Most importantly, the question will be:

If compliance was not feasible, why did the church continue operating the program anyway?

This is where the legal danger becomes acute.

Why Financial Hardship Is Usually Not Enough

Churches often assume that lack of funds establishes infeasibility. In reality, financial hardship alone rarely satisfies legal feasibility standards, unless compliance would threaten the organization’s continued existence. Courts and insurers routinely reason that if an activity cannot be conducted lawfully, the organization’s obligation is not to continue it unlawfully, but to cease the activity. This is a hard truth, but a consistent one in liability law.

The Insurance Industry’s View

Insurance carriers interpret “where feasible” very narrowly. From an insurer’s perspective:

  • If compliance was theoretically possible, it was feasible.

  • If another organization found a way, it was feasible.

  • If the activity could have been suspended, feasibility is irrelevant.

This is why insurers are uniformly insisting on actual compliance, not reliance on the qualifier. To them, “where feasible” does not justify continued operation—it justifies non-operation. Once leadership is aware that compliance is not feasible, continuing the activity can be framed as knowing assumption of risk, which is devastating in both coverage determinations and litigation.

The Paradox of “Where Feasible”

Ironically, the clause intended to provide flexibility ends up increasing exposure for churches.

Why? Because once infeasibility is recognized, continuing ministry under the regulated model can be portrayed as:

  • Negligence

  • Recklessness

  • Failure to mitigate known risk

  • Willful disregard of statutory standards

Especially damaging is documentation showing leaders understood the law, recognized infeasibility, and proceeded anyway.

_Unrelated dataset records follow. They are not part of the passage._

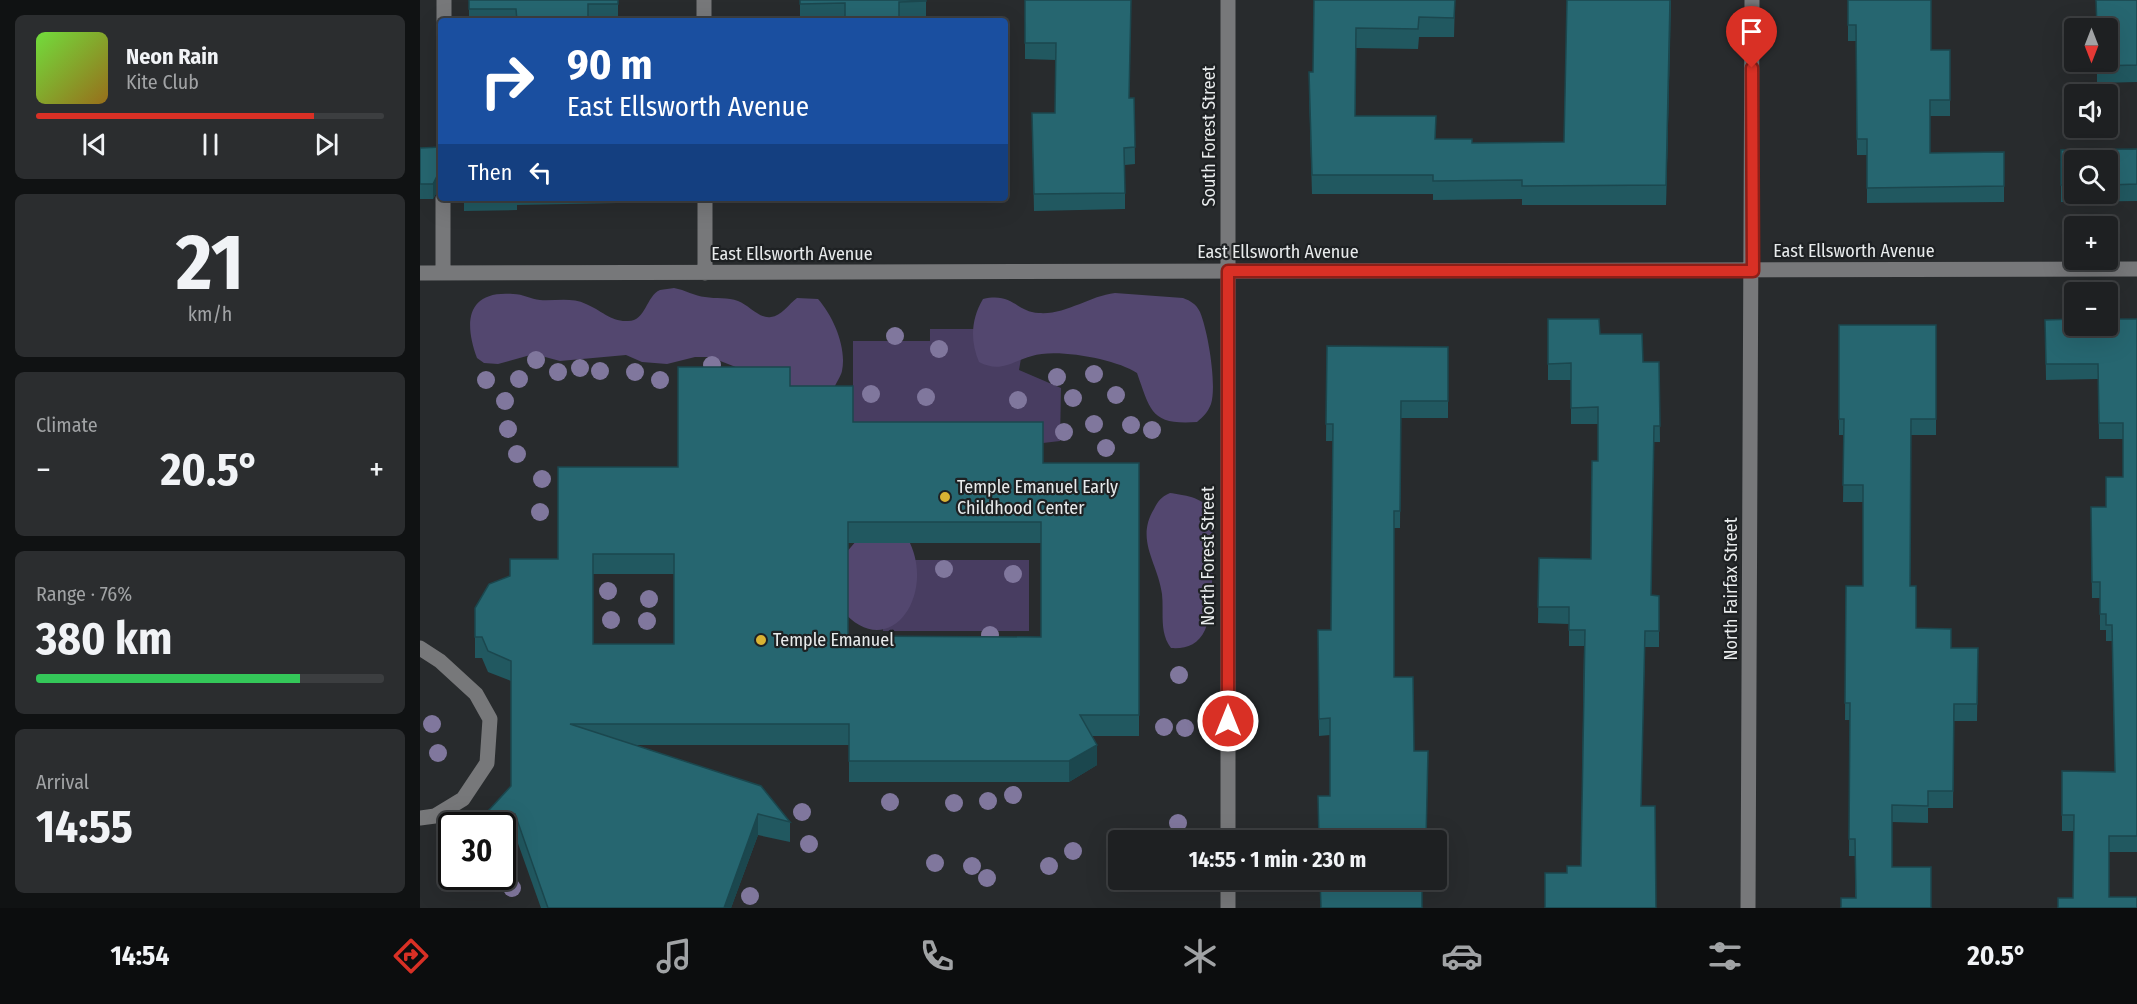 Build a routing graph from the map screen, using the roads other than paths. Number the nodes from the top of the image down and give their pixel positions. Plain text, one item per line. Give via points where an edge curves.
1 (444, 0) edge
2 (704, 0) edge
3 (1228, 0) edge
4 (1752, 0) edge
5 (444, 18) edge
6 (704, 18) edge
7 (443, 201) edge
8 (705, 201) edge
9 (2137, 269) edge
10 (1228, 271) junction
11 (1753, 271) junction
12 (420, 273) edge
13 (443, 273) junction
14 (705, 273) junction
15 (420, 648) edge
16 (420, 818) edge
17 (1228, 830) edge
18 (1228, 890) edge
19 (1228, 908) edge
20 (1748, 908) edge

1 - 5 street
2 - 6 street
3 - 10 street, South Forest Street
4 - 11 street, North Fairfax Street
7 - 13 street
8 - 14 street
9 - 11 street, East Ellsworth Avenue
10 - 11 street, East Ellsworth Avenue
10 - 14 street, East Ellsworth Avenue
10 - 17 street, North Forest Street
11 - 20 street, North Fairfax Street
12 - 13 street, East Ellsworth Avenue
13 - 14 street, East Ellsworth Avenue
15 - 16 street via 476,694 490,719 487,763 463,799 435,816
18 - 19 street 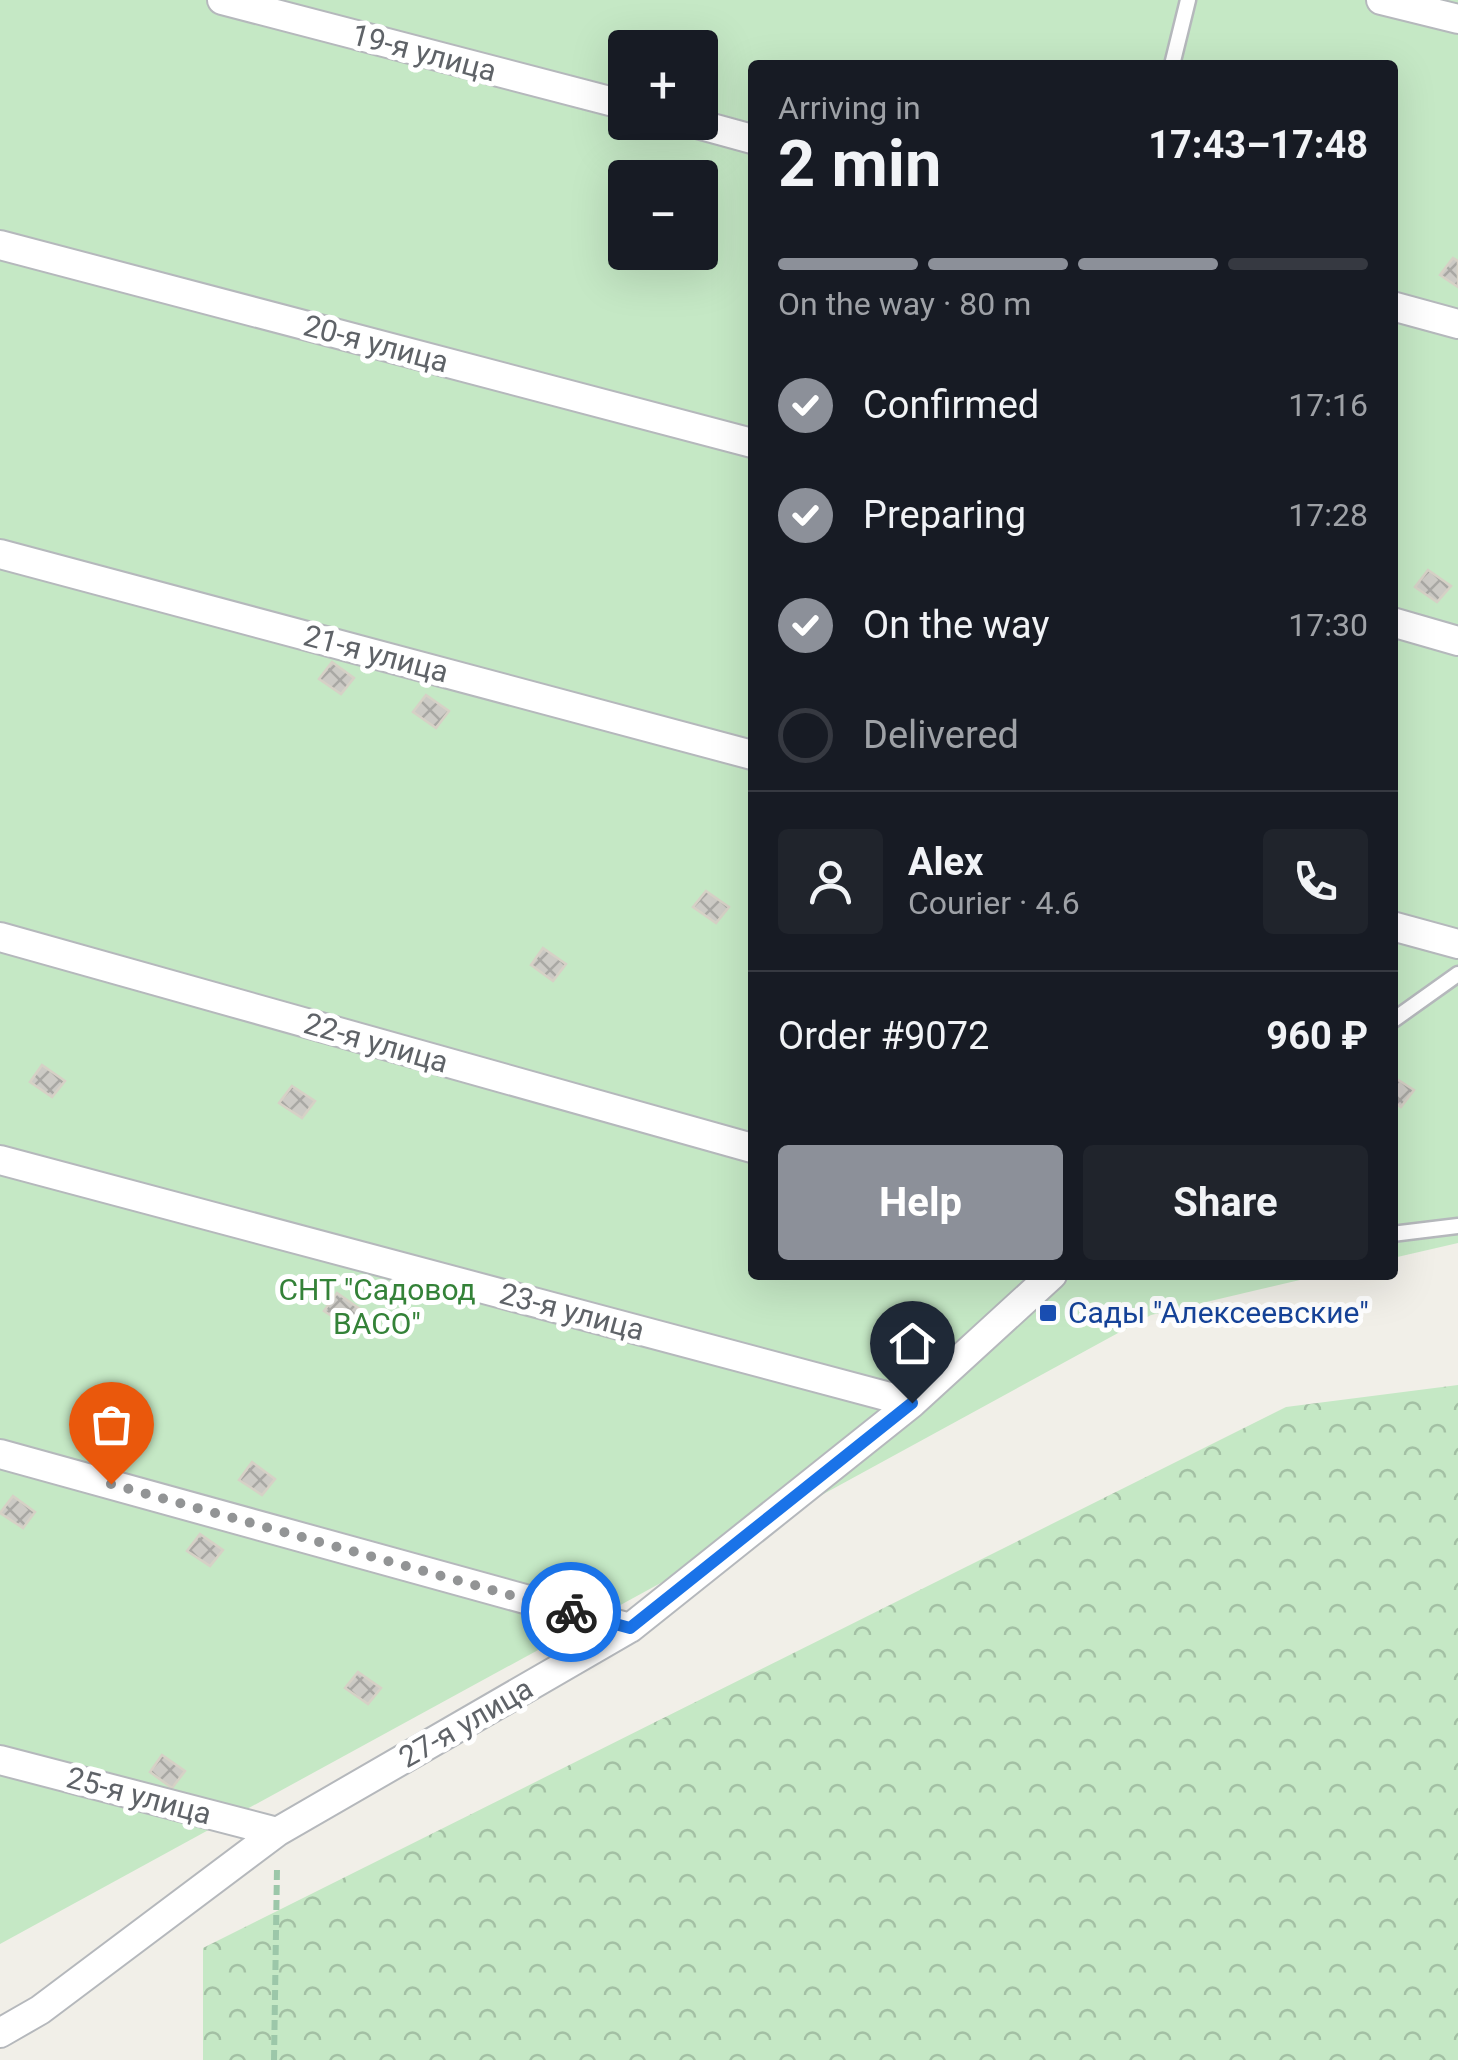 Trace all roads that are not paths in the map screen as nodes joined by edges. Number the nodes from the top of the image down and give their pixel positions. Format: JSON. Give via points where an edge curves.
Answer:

The Legally Defensible Response

For many churches, the most legally defensible conclusion is this:

  • Compliance with AB 506 is not feasible

  • Therefore, the regulated activity must cease

  • Therefore, lawful alternatives must be pursued

This is not retreat. It is risk mitigation.

It demonstrates good faith, respect for the law, and a commitment to protecting children and church leaders.

A Lawful Path Forward

AB 506 does not regulate parents acting in their parental capacity. It does not prohibit parents from gathering, teaching, or discipling their own children. It regulates church-operated youth programs staffed by organizational personnel and volunteers. That distinction matters. Placing primary responsibility for children’s discipleship back into the hands of parents is not only biblically sound—it is legally prudent.

Conclusion

In AB 506, “where feasible” is not a permission slip. It is a liability trigger. Once a church determines that compliance is not reasonably achievable, the safest legal course is not to continue under risk, but to stop, reassess, and restructure ministry in a way that falls outside the statute’s reach. In this environment, wisdom is not found in testing enforcement boundaries, but in acting decisively to protect children, pastors, elders, and the church itself.